It was hard to tell who was having more fun last Wednesday at GREC — the organizers of the music workshops going on, or the students participating in them.
“Teaching is an art form,” said vice-principal Kristin Stevens, the main coordinator of the artistic events. “Art finds its way into everything (and) fun is always our focus.”
This particular event, made possible by Al Rankin, Blue Skies and Live Wire Music, the Parents Council and an Arts grant from the Limestone District School Board, featured about 150 Grade 4-8 students from GREC, Land O’Lakes Public School, Prince Charles Public School and Clarendon Central Public School. The students spent the day rotating through music and instrument-making workshops including flute making, indigenous drumming and song, drum making and acoustic instruments.
“The students are making art,” Stevens said. “They’re learning indigenous drumming and the value of arts endeavours.”
Judy Montgomery and Pam Giroux led the indigenous drumming/singing workshop.
“We’re having loads of fun working with the students,” Montgomery said. “We’re teaching them why we have music — why people sing.
“We give thanks to Mother Earth and our connection to the Earth.

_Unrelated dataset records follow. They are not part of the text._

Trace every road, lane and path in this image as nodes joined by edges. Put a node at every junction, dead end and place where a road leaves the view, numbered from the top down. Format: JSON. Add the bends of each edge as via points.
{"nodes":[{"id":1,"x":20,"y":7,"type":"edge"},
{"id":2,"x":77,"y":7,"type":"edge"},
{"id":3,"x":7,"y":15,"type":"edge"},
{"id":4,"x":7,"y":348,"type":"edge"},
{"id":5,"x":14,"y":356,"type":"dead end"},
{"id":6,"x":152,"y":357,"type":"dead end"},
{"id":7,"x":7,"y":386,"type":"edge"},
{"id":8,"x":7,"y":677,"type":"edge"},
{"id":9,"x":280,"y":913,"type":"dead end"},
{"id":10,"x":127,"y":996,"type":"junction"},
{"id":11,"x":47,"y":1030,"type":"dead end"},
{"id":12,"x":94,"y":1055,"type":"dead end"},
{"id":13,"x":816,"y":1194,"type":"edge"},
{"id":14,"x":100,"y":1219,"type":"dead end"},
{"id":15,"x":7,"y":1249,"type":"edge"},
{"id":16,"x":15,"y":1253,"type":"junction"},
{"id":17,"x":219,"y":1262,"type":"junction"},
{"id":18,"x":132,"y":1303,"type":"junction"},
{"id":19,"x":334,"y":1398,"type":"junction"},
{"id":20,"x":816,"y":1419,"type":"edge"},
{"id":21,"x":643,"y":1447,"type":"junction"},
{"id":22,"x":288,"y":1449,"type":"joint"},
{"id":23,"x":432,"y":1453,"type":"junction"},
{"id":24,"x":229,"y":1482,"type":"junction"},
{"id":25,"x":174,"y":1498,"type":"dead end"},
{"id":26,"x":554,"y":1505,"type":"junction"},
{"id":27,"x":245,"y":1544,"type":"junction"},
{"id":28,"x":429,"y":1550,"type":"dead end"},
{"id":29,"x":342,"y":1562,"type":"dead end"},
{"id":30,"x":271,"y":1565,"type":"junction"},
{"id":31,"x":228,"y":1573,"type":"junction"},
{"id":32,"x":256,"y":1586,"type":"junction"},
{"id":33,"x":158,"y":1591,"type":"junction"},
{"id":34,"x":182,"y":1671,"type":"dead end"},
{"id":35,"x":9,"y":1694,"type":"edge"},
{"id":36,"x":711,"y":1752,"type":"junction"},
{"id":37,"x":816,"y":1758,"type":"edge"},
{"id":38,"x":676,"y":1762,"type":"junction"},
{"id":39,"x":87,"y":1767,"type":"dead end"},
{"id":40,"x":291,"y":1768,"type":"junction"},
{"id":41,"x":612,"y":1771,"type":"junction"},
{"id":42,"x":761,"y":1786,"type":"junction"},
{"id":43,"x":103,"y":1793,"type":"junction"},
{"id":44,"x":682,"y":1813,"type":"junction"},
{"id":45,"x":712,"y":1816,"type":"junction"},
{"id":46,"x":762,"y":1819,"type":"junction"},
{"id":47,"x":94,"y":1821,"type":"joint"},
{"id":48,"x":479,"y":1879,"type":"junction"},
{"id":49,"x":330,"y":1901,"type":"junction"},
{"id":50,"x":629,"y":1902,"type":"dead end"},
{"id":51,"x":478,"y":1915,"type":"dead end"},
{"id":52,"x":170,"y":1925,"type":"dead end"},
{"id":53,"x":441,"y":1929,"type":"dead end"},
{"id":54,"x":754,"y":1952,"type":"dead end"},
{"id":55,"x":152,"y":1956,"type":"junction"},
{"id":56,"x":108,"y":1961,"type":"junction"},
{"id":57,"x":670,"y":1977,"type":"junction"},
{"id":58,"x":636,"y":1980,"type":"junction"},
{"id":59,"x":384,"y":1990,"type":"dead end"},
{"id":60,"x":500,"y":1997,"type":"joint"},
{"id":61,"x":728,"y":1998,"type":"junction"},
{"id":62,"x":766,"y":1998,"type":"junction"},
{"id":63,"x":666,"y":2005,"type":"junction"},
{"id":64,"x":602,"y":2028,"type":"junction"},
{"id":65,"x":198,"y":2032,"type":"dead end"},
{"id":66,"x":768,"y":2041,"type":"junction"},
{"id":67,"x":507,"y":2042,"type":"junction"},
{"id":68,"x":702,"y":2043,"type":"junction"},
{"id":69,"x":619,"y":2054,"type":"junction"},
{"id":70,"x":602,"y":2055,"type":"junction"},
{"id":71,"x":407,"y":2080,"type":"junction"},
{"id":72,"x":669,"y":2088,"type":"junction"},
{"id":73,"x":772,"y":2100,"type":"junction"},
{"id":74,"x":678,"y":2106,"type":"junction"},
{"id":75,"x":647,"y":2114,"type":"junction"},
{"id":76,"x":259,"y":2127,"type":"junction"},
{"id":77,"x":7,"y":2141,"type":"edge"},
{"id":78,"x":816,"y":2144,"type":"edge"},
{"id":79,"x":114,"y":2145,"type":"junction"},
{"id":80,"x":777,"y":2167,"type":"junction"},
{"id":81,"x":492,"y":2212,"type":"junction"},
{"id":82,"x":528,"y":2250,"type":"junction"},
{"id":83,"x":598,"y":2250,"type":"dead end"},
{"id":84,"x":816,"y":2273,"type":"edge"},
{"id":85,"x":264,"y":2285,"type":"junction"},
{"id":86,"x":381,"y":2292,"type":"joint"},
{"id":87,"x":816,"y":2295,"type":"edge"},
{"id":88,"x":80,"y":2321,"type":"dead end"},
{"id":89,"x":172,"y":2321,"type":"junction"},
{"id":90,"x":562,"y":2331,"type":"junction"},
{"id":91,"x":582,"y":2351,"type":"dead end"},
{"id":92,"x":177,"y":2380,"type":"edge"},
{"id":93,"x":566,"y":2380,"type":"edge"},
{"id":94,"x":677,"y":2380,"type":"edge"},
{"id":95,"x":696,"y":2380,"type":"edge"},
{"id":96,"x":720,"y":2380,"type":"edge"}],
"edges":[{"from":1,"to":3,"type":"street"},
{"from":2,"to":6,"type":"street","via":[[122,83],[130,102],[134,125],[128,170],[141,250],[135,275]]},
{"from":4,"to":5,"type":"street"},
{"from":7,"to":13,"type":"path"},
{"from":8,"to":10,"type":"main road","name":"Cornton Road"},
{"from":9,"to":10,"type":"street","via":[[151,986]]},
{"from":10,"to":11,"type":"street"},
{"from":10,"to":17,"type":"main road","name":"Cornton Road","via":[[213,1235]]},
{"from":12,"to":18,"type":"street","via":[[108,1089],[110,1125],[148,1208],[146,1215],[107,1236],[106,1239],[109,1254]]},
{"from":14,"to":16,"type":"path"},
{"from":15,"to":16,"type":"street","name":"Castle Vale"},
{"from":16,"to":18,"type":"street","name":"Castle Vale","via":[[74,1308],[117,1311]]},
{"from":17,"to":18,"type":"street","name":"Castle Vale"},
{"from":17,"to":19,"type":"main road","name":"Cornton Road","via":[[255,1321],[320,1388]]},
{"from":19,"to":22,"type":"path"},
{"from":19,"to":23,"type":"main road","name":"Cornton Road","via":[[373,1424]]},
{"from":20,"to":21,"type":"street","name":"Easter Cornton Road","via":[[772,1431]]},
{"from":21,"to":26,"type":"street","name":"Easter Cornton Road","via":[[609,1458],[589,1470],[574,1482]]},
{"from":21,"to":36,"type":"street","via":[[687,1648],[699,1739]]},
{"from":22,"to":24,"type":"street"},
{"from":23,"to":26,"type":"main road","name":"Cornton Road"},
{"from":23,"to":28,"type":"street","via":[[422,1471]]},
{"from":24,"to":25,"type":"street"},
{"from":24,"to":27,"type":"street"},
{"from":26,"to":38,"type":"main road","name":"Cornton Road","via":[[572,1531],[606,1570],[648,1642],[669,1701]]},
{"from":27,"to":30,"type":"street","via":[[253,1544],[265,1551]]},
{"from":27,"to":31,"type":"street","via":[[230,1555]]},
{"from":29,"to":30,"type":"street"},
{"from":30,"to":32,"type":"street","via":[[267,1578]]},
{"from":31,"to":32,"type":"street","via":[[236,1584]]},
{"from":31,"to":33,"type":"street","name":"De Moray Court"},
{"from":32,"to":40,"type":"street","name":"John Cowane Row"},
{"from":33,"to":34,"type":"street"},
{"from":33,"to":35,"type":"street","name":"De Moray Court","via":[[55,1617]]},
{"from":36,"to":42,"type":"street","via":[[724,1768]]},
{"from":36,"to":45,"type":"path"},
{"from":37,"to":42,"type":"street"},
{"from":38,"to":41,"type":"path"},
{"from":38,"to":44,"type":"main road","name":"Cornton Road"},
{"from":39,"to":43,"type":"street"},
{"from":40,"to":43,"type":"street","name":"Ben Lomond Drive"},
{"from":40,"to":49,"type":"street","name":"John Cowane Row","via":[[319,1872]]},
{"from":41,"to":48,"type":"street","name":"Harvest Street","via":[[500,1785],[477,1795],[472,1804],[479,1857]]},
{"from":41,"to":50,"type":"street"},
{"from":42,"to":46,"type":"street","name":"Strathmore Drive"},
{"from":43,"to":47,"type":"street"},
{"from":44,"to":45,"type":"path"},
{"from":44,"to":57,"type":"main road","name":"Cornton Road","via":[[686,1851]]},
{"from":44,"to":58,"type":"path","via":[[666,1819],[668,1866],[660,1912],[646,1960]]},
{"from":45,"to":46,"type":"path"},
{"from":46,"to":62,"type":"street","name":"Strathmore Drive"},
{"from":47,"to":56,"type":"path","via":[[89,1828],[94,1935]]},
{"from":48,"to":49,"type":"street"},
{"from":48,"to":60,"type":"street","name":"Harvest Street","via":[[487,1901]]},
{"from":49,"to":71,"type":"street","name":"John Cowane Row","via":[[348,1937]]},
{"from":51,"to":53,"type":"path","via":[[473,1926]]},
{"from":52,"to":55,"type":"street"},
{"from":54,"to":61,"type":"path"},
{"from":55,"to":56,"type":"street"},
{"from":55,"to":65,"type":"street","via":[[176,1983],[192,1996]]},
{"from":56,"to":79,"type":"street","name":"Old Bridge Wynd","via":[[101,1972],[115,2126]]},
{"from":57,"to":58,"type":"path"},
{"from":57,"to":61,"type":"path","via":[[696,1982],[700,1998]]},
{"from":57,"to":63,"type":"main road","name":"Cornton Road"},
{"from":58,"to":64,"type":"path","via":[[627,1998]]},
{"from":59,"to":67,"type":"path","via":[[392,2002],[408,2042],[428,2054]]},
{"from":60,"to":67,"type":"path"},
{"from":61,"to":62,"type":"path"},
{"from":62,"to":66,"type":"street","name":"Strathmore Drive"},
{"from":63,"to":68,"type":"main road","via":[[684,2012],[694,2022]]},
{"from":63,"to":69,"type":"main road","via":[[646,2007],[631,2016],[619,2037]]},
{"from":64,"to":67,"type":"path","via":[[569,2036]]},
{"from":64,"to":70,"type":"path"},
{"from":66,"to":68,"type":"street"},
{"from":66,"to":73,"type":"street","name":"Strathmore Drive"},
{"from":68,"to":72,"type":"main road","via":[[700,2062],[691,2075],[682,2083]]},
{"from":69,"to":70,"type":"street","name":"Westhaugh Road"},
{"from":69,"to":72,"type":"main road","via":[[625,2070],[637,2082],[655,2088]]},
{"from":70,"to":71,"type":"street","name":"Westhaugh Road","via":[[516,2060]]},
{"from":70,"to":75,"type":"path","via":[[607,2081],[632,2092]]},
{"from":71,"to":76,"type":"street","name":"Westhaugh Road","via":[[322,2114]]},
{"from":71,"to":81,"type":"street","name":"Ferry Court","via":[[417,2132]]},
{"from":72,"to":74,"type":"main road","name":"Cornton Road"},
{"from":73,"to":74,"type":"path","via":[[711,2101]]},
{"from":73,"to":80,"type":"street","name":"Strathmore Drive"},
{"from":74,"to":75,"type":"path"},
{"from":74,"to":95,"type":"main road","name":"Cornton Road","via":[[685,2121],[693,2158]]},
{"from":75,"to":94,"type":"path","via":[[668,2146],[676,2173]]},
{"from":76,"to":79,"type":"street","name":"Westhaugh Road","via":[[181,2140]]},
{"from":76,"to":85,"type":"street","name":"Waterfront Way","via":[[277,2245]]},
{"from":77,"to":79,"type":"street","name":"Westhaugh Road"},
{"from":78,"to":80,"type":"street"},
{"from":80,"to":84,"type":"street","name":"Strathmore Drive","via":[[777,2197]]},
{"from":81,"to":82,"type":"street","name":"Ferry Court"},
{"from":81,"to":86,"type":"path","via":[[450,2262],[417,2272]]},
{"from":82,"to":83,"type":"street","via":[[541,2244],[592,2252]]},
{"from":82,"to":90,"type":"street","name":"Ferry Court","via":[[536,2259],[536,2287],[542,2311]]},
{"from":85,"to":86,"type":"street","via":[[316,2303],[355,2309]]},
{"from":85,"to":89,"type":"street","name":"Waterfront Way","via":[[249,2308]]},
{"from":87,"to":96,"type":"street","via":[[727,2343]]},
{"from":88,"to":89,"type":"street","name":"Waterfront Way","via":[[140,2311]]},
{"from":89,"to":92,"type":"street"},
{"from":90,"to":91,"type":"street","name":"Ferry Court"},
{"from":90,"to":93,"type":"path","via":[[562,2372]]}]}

“It encompasses the language and gives a sense of peace and well-being.”
And to get a sense of what’s involved in making music, students got a chance to make their own instruments.
Lily Legacy, who’s been known to create symphonies with nothing more than plastic buckets and enthusiasm, led a drum-making workshop where students made their own “indigenous inspired” hand drums out of tubes used for pouring concrete footings and packing tape.
“They’re super cheap,” Legacy said. “And they’re making drumsticks from dowels and hockey tape.
“It’s a good day.”
Over in the wood shop, students were drilling holes in dowels and creating unique flutes.
“When I’m not teaching, I’m making music or doing carpentry,” said teacher Julia Schall. “These kids are super engaged.”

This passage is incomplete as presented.